In actuality these same individuals sometimes hindered as much as helped. It was not intentional, of course, but the process and reality of adoption was new to most of our circle and most everyone said or did something during our wait that proved hurtful. My family, who are not ‘get it out there’ individuals, simply didn’t talk or ask about our adoption after the announcement. Some of my friends, though happy when we made the decision to adopt, seemed unable to or uninterested in talking about the less happy potentials of the adoption process (the uncertainty of waiting, ongoing feelings of sadness or hopelessness, realities of failed matches). It was almost as if they wanted to stay in the happy place of the actual adoption announcement and disregard everything else.
But on the upside, I had support through the ups and downs (for us anyway) of the adoption process. I learned who to talk to when, so that I received the kind of support I needed when I needed it. And I became much closer to a few family members and friends who really ‘got it’ . I do feel that giving our family and close friends a ‘heads up’ in regards to our adoption plans made it easier for them to understand and be excited about our eventual successful match with our son. Like I said before, adoption was a new thing to our circle, and they needed the time to come to terms with their expectations of what our family would look like and how it would be formed.
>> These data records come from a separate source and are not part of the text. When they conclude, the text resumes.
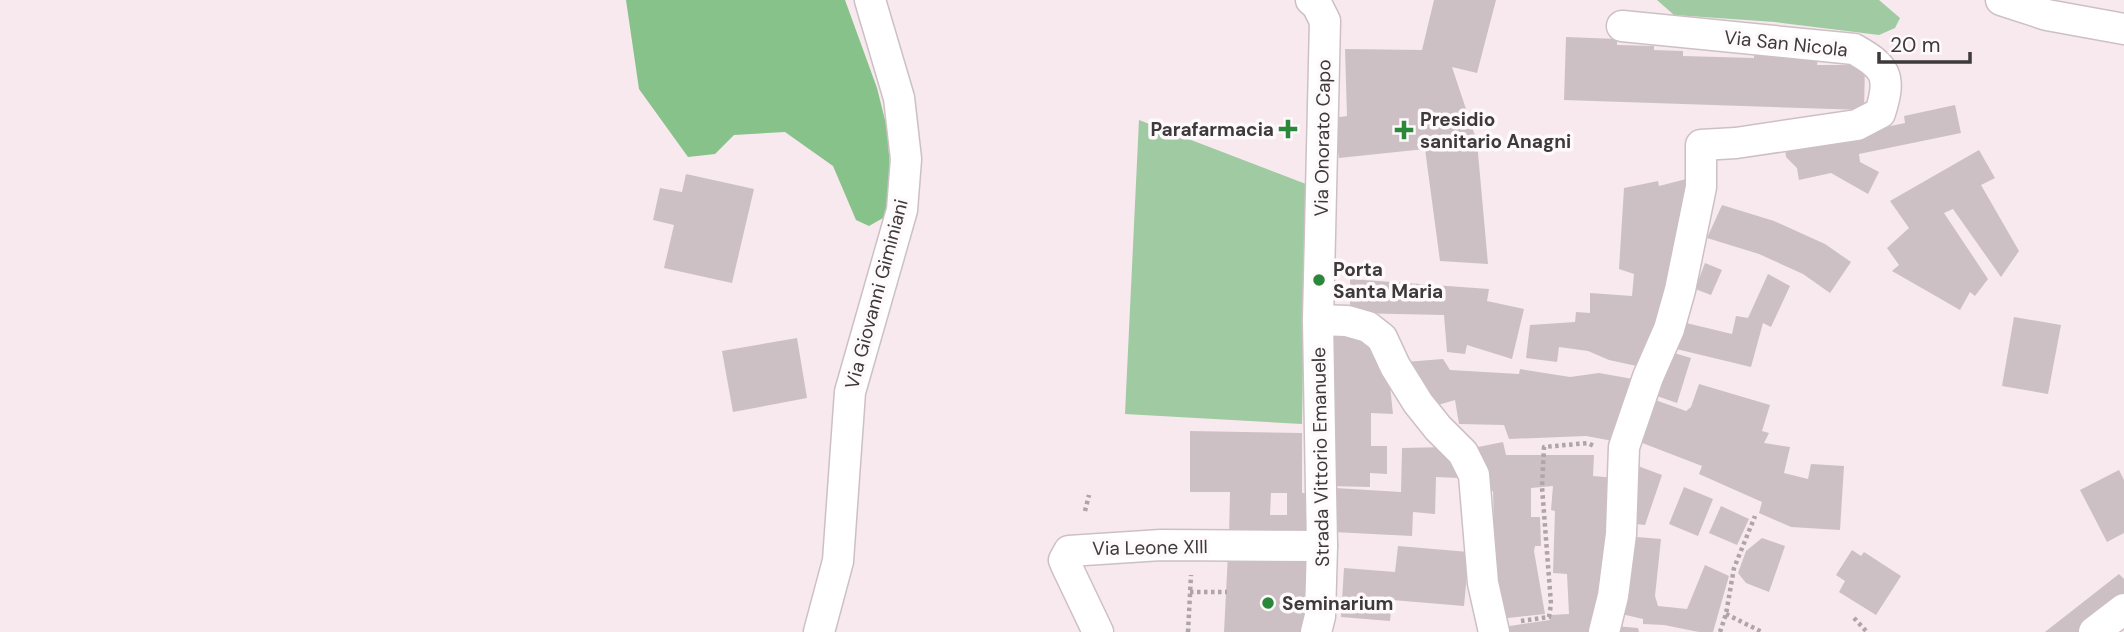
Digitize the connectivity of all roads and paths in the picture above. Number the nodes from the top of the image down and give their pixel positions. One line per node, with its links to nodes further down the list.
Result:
1 (870, 0): 20 (street, Via Giovanni Giminiani)
2 (1311, 0): 6 (street, Via Onorato Capo)
3 (2001, 0): 5 (street)
4 (1622, 26): 8 (street, Via San Nicola)
5 (2124, 29)
6 (1319, 281): 7 (street, Strada Vittorio Emanuele)
7 (1318, 320): 12 (street, Strada Vittorio Emanuele); 19 (street)
8 (1622, 459): 19 (path); 24 (street)
9 (1089, 495): 10 (path)
10 (1085, 511)
11 (1755, 516): 17 (path)
12 (1322, 546): 21 (street, Via Leone XIII); 23 (street, Strada Vittorio Emanuele)
13 (1191, 570): 14 (path)
14 (1190, 592): 15 (path); 22 (path)
15 (1227, 592)
16 (2124, 609): 28 (street)
17 (1726, 614): 25 (path); 26 (path)
18 (1854, 618): 27 (path)
19 (1504, 627)
20 (819, 632)
21 (1098, 632)
22 (1188, 632)
23 (1316, 632)
24 (1604, 632)
25 (1720, 632)
26 (1762, 632)
27 (1867, 632)
28 (2094, 632)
I think I came to the adoption process a bit road weary from my experiences with infertility. As such I didn’t design a cute or fun way to announce our adoption plans. You seem to be starting the process of adoption from a more upbeat place, and I think you could totally create a fun announcement. Maybe you could buy the “World’s Best Grandparent” shirts and then add the word ‘Adoptive’ in fabric paint above with an arrow pointing down between ‘Best’ and ‘Grandparent’. Or maybe you could have cards printed that announce “We have decided to adopt a child”. The inside of the card could continue with something like “The journey to our child may be long or arduous, but we wanted to share the joy of our decision with a trusted few as we begin”...I don’t know, something that makes it clear that you may not know when or how your child will arrive, and something that indicates that you are NOT announcing to everyone. Hmmm, I’ll keep thinking about cool ways to announce.